Here are possible causes and solutions:

- Membrane not completely wet: Follow instructions for prewetting the membrane. Use an incubation dish which is small enough to allow thorough coverage of membrane to prevent drying out. Note: If PVDF membrane is being used, we recommend making sure that it is activated with methanol, especially if it has dried up. It is not necessary to activate a PVDF membrane that has just come out of the transfer and moved into 1X iBind™ Flex Solution/ iBind™ Flex FD Solution.
- Membrane is contaminated: Use only clean, new membranes. Wear clean gloves at all times and use forceps when handling membranes.
- Film overexposed or became wet during exposure: Decrease exposure time or allow signal to further decay. Prevent leakage by encasing membrane in transparency film and blotting excess substrate from edges before exposure.
- Solutions or incubation tray are contaminated: Use clean glassware and purified water to prepare solutions. Replace or clean the tray thoroughly with a glassware-cleaning detergent. Rinse thoroughly with purified water.
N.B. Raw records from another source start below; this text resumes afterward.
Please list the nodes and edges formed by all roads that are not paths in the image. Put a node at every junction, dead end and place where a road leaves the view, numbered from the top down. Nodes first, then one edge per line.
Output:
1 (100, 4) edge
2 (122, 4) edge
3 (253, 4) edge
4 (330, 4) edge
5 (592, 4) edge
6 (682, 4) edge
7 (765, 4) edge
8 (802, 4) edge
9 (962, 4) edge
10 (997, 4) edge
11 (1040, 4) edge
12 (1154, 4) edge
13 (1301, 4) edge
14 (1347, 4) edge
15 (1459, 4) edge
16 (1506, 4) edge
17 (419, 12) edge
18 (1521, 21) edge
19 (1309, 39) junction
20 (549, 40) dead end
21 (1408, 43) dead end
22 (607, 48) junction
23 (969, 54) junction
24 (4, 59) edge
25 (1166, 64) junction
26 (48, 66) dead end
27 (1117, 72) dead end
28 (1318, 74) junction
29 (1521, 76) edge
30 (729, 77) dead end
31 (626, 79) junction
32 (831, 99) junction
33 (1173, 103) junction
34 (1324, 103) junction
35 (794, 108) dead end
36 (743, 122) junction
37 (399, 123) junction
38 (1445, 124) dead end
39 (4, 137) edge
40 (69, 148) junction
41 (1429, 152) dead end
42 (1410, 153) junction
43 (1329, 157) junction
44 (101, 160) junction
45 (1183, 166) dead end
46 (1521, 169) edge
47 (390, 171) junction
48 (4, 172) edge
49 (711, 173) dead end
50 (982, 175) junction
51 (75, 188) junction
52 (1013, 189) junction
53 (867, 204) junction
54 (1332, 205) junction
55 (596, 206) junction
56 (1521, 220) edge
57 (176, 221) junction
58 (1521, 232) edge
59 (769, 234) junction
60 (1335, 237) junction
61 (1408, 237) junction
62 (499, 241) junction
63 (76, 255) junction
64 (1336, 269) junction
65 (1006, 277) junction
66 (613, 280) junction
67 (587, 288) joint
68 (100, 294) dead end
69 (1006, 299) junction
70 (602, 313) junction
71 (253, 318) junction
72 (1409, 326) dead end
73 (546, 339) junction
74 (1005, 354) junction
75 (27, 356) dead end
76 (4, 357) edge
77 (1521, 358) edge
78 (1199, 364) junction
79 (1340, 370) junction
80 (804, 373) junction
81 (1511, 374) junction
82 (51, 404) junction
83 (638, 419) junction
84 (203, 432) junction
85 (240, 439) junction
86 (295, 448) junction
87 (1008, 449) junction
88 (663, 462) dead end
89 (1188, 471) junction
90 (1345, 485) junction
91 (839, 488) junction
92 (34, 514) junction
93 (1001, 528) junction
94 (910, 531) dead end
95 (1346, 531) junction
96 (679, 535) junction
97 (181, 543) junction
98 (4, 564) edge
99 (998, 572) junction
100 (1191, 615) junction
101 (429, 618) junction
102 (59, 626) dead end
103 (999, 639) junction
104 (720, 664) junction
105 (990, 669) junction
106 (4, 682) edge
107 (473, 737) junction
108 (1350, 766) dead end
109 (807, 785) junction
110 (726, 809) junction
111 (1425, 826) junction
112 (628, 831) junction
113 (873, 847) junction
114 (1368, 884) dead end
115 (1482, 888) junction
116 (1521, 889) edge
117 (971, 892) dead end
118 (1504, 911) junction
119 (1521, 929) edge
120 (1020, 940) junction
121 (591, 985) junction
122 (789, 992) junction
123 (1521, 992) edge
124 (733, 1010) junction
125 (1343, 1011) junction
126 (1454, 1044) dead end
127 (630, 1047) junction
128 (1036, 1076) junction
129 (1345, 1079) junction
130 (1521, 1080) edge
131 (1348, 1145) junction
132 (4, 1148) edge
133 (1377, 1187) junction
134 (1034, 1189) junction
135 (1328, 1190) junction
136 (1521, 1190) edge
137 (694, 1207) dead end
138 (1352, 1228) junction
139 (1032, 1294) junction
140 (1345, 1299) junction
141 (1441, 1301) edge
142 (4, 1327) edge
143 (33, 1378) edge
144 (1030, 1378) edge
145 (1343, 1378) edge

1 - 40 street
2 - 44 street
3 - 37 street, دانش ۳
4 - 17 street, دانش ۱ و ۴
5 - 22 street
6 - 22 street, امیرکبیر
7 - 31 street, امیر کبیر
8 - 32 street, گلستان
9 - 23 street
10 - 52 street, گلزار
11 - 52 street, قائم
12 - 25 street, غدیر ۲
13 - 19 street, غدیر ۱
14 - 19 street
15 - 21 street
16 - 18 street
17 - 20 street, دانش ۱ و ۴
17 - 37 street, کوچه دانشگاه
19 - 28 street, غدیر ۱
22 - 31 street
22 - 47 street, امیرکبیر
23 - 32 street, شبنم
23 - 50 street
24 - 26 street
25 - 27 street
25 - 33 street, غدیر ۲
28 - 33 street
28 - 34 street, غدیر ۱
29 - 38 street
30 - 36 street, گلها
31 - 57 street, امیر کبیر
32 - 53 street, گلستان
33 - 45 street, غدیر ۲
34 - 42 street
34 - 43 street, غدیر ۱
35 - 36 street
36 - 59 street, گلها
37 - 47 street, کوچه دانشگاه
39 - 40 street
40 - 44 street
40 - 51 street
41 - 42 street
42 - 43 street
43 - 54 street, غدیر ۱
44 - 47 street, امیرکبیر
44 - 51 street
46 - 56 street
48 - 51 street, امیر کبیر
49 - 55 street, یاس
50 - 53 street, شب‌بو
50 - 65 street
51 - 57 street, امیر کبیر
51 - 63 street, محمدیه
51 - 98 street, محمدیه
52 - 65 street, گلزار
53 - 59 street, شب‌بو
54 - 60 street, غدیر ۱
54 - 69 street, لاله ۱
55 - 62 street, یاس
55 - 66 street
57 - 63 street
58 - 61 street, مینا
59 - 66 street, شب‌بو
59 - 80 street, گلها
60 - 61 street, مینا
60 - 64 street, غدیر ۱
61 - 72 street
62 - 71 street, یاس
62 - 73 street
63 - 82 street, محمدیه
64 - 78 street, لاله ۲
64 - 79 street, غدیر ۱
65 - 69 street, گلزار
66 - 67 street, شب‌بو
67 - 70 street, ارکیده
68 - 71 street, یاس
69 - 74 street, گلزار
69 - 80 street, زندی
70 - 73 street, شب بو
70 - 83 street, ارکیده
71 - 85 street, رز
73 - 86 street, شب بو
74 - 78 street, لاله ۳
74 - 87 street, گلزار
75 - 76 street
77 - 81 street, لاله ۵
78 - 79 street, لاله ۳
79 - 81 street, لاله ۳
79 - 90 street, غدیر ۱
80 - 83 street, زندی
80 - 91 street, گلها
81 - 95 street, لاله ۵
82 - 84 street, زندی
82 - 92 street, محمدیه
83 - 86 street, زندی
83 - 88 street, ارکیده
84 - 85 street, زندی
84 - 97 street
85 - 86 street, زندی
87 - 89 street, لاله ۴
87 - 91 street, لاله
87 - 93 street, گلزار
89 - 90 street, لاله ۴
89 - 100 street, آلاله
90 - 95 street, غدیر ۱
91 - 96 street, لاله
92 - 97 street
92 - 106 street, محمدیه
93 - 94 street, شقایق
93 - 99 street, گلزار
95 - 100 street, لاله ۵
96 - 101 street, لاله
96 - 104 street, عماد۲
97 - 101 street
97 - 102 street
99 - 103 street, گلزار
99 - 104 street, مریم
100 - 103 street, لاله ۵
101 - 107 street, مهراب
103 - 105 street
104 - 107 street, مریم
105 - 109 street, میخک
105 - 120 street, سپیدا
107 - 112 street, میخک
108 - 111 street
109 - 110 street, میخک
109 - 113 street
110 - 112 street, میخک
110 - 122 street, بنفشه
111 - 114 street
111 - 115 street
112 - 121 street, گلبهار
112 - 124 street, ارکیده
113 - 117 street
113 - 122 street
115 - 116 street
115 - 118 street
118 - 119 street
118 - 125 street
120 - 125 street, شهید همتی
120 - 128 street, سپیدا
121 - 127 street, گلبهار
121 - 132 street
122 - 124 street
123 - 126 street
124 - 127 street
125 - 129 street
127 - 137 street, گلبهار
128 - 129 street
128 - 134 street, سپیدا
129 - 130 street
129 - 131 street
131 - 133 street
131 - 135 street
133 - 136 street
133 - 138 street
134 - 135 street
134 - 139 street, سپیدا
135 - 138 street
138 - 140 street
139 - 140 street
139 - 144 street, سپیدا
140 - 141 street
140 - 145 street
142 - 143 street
Wear clean gloves at all times.
- Concentrated primary antibody used: Follow the supplier's recommended dilution or determine the optimum concentration by dot blotting.
- Incorrect chemiluminescent substrate used for PVDF: Make sure CDP-Star™ reagent without enhancer is used.
- Blot is overdeveloped: Follow recommended developing time or remove blot from substrate when signal-to-noise ratio is acceptable.
- Ink used to label membrane: Any labeling of the membrane with ink should be limited to the low MW region of the blot.
- Improper preparation of iBind™ Flex Solution/ iBind™ Flex FD Solution: Prepare 1X iBind™ Flex Solution/ iBind™ Flex FD Solution as directed in the manual (https://tools.thermofisher.com/content/sfs/manuals/ibind_flex_man.pdf).
- Improper application of solutions to iBind™ Flex Wells: Add the appropriate solutions for each well in the correct numerical order as specified in the manual (https://tools.thermofisher.com/content/sfs/manuals/ibind_flex_man.pdf).
- Blot improperly placed on iBind™ Flex Card: 1) Place the membrane in the designated Membrane Region on the iBind™ Flex Card. 2) The protein side of the blot should be in contact with the iBind™ Flex Card. 3) The low MW regions should be closest to the Stack. 4) The membrane should not be in contact with the Stack.
- Card stack wet prior to run: Ensure that 10 mL of 1X iBind™ Flex/iBind™ Flex FD Solution is added to the flow region of the card. Avoid adding the solution to the stack.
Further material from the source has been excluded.